In 2013, for examples, archaeologists working with Peruvian customs seized seven postal shipments that included old coins and replicas of pre-Columbian dolls fabricated with ancient cloth that had been looted from archaeological sites.
Gladiz Collatupa, one archeologist tasked with searching packages at a post office in Peru, told the New York Times that she had gradually learned to identify these pre-Hispanic textiles not just by their patterns and weaving but by how they felt.
The ancient fabrics, she said, had become unusually smooth and soft with age.
Archaeologists working with Peruvian customs have seized postal shipments that included replicas of pre-Columbian dolls fabricated with ancient cloth that had been looted from archaeological sites. Above, examples of Peru’s Chancay burial doll replicas sold to tourists
Chancay burial dolls, produced originally by people living along the central coast of Peru from approximately 1000 to 1450 AD, are one style of artifact often recreated with these authentically ancient fabric scraps.
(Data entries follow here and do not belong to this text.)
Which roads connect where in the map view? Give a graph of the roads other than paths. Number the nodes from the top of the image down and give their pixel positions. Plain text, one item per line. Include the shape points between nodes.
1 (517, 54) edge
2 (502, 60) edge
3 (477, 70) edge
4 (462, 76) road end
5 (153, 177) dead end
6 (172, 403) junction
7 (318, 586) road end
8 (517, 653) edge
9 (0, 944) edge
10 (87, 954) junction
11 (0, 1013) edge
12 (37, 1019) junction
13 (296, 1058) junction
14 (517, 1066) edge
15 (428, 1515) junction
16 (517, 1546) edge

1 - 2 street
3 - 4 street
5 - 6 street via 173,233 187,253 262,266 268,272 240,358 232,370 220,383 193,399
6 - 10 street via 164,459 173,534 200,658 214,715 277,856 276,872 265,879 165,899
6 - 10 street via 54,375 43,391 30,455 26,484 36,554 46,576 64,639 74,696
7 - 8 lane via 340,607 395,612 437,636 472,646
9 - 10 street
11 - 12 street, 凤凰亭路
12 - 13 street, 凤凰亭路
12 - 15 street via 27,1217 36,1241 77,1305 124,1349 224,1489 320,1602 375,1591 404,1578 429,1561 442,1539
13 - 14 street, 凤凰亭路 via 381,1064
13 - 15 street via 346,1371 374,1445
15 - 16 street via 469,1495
‘I think it’s an example of how, when a market is created, it’s going to find a new way to get what it wants,’ Heaney said.
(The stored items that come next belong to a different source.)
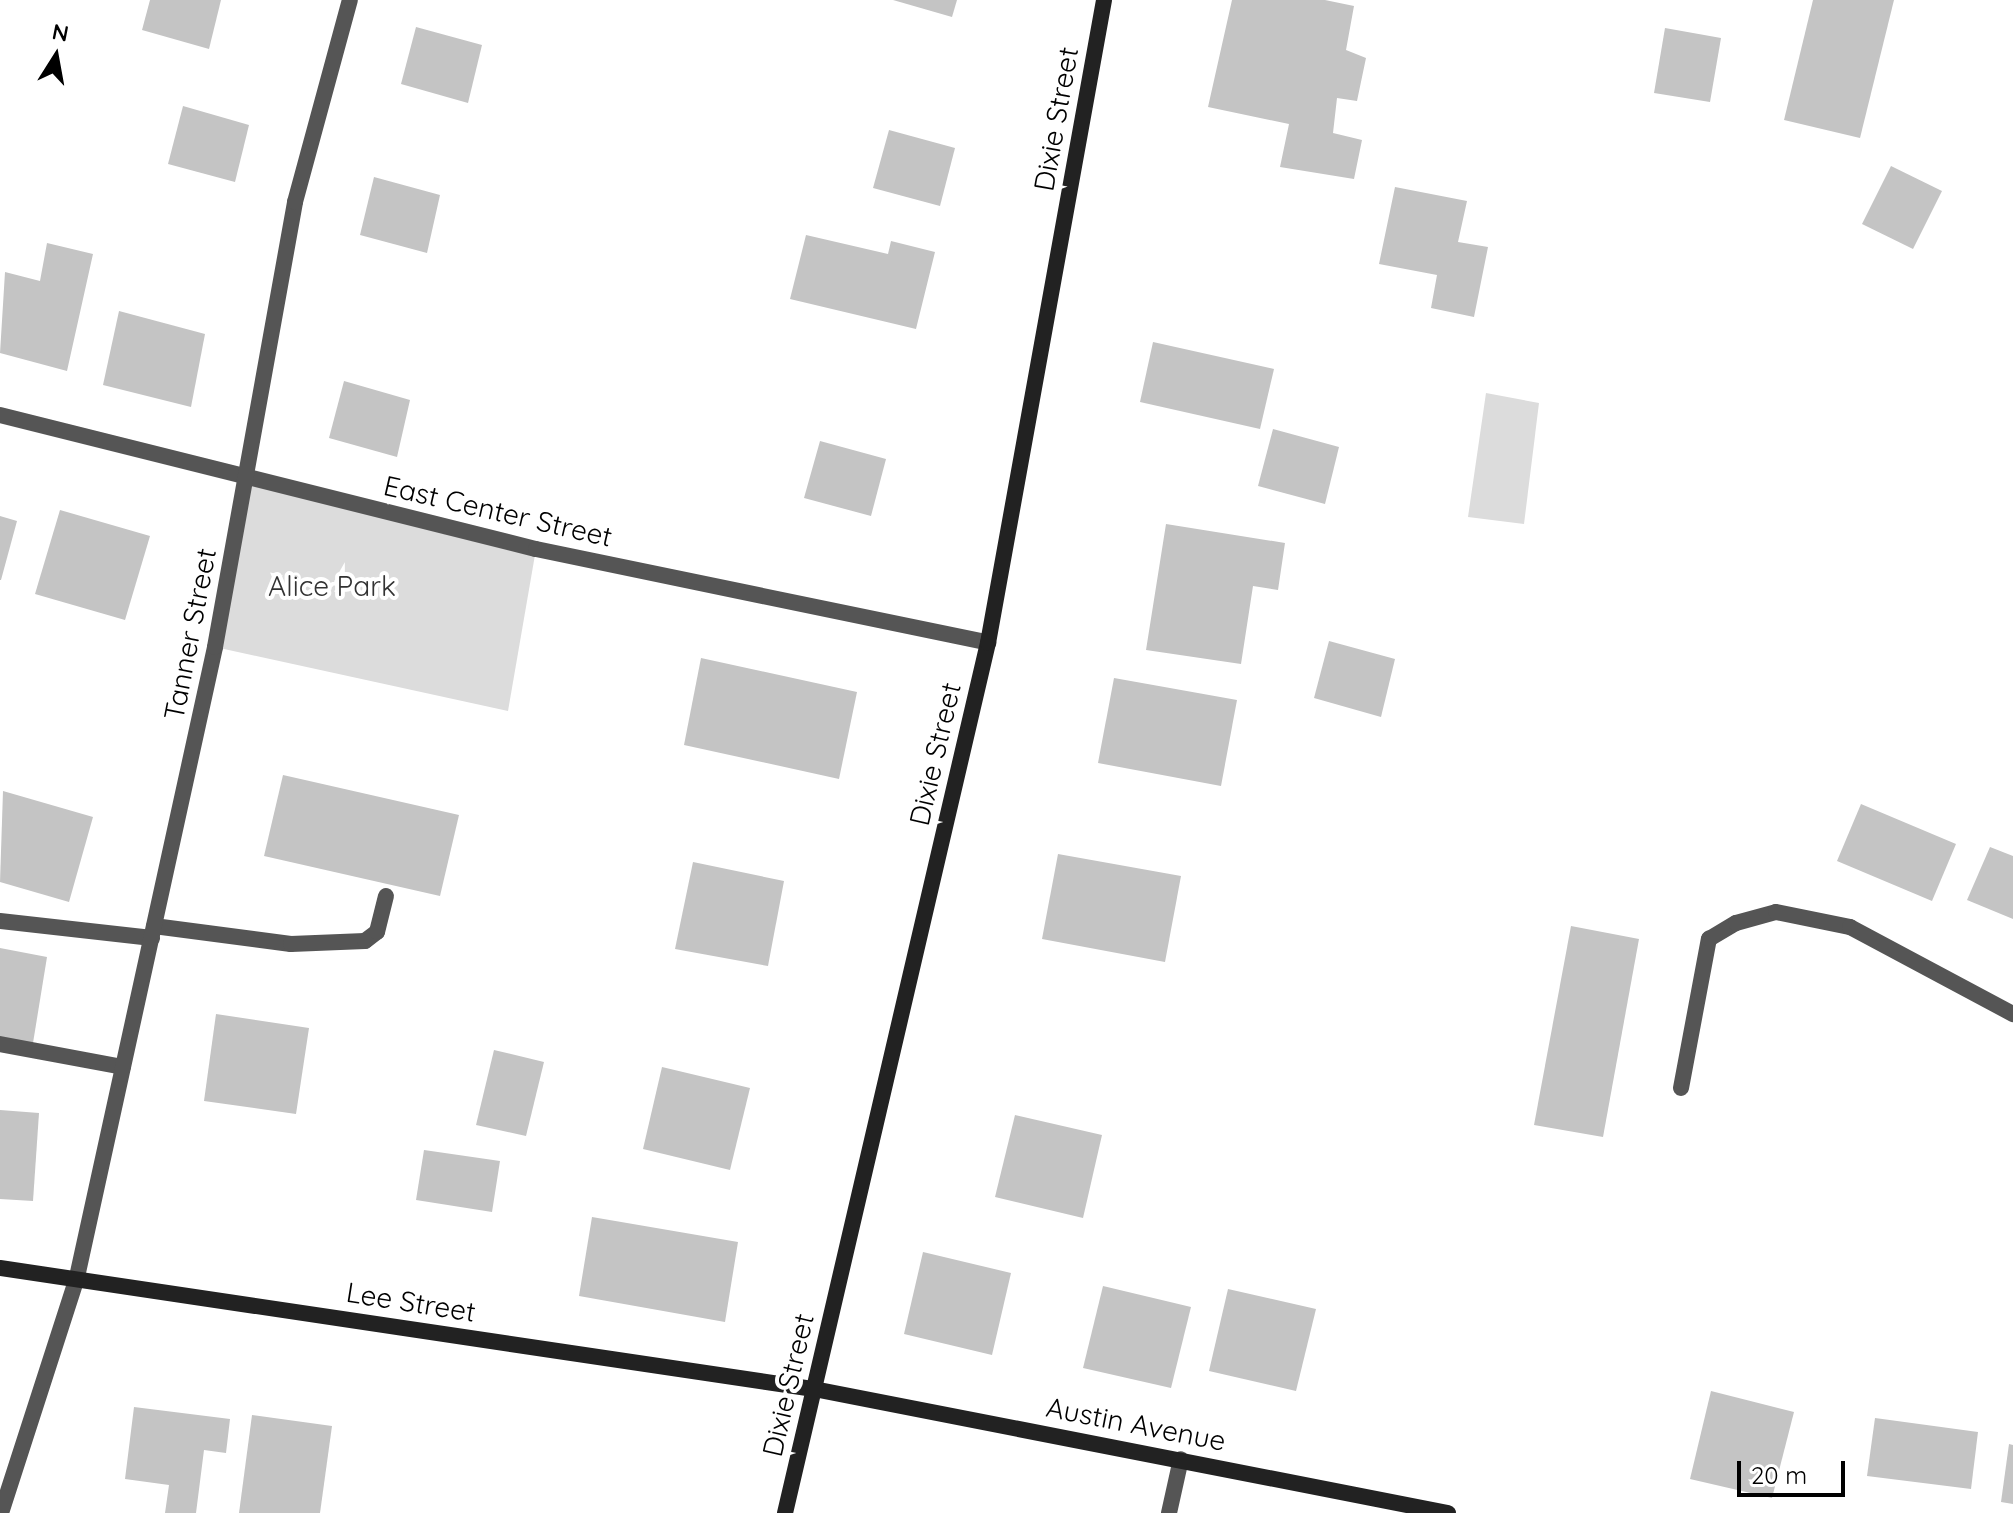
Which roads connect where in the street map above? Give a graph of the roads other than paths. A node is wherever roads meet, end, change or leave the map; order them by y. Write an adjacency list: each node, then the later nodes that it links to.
1 (350, 0): 4 (street, Tanner Street)
2 (1104, 0): 5 (street, Dixie Street)
3 (0, 415): 4 (street, East Center Street)
4 (246, 479): 5 (street, East Center Street); 8 (street, Tanner Street)
5 (988, 643): 15 (street, Dixie Street)
6 (386, 896): 8 (street)
7 (0, 921): 8 (street)
8 (153, 932): 11 (street, Tanner Street)
9 (2013, 1014): 12 (street)
10 (0, 1044): 11 (street)
11 (123, 1067): 14 (street, Tanner Street)
12 (1681, 1088)
13 (0, 1268): 14 (street, Lee Street)
14 (77, 1277): 15 (street, Lee Street); 17 (street, Tanner Street)
15 (814, 1389): 16 (street, Austin Avenue); 18 (street, Dixie Street)
16 (1181, 1459): 19 (street); 20 (street, Austin Avenue)
17 (1, 1513)
18 (785, 1513)
19 (1169, 1513)
20 (1448, 1513)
Heaney emphasized that many of the ‘alien’-like mummies unearthed with long, oblong heads are the result of a head-binding practice common for thousands of years before the arrival of the Spanish and Portuguese to the Americas.
‘There’s no mystery to it, if we believe, 16th Century Spaniard and Andean people who wrote that this was a regular practice,’ Heaney told DailyMail.com.
‘Diverse groups in the Andes, for over two millennia, engaged in a practice in which the skulls of their children were bound with bandages or other sorts of compressive devices, to reshape the head to create a form that was appealing to them,’ he said.
Maussan has pushed for wider scientific interest in the apparently alien bodies, including a presentation before Mexico’s Congress (pictured). ‘Would you consider I would take the bodies to the Mexican Congress putting in danger 50 years of [my journalism] career to present fake bodies?’ he asked at a recent press event this March
Perhaps crucially, accounts by Spanish colonists and indigenous people describe this shape as intended to resemble the mountains of the region, whose peaks extend tens of thousands of feet high and which locals revere with religious significance.
‘The Spanish, when they arrived in the 16th Century observed and commented on individuals walking around with very specifically shaped skulls,’ according to Heaney, ‘and they recognized and saw them doing it using these bandages.’
The historian added that it was very unlikely the local population had turned to this practice inspired by visitations for long-headed extraterrestrials, because no stories of such beings exist in the region’s folklore.
‘Andean peoples down through time do not have narratives about flying beings up in the sky,’ Heaney told DailyMail.com.
‘They don’t have narratives that describe beings with heads like these. What they do have are narratives about their mountains,’ he added, ‘water, natural landscapes, lightning and the sun in a way that is very consistent from the archaeological record.’
One of the most thorough studies of the practice was conducted by Cornell University anthropologist Matthew Velasco for a study published in 2018.
Maussan and his collaborators, however, have insisted that their examinations of these mummified remains with medical CT scans and other equipment confirms they are not of this Earth, although the data they have made public remains debated.
‘If I were faking this, I wouldn’t put it available to everyone,’ as Maussan put it at his March press conference this year. ‘It’s open to everyone.’
‘Would you consider I would take the bodies to the Mexican Congress putting in danger 50 years of [my journalism] career to present fake bodies?’ he said. ‘Think about that.’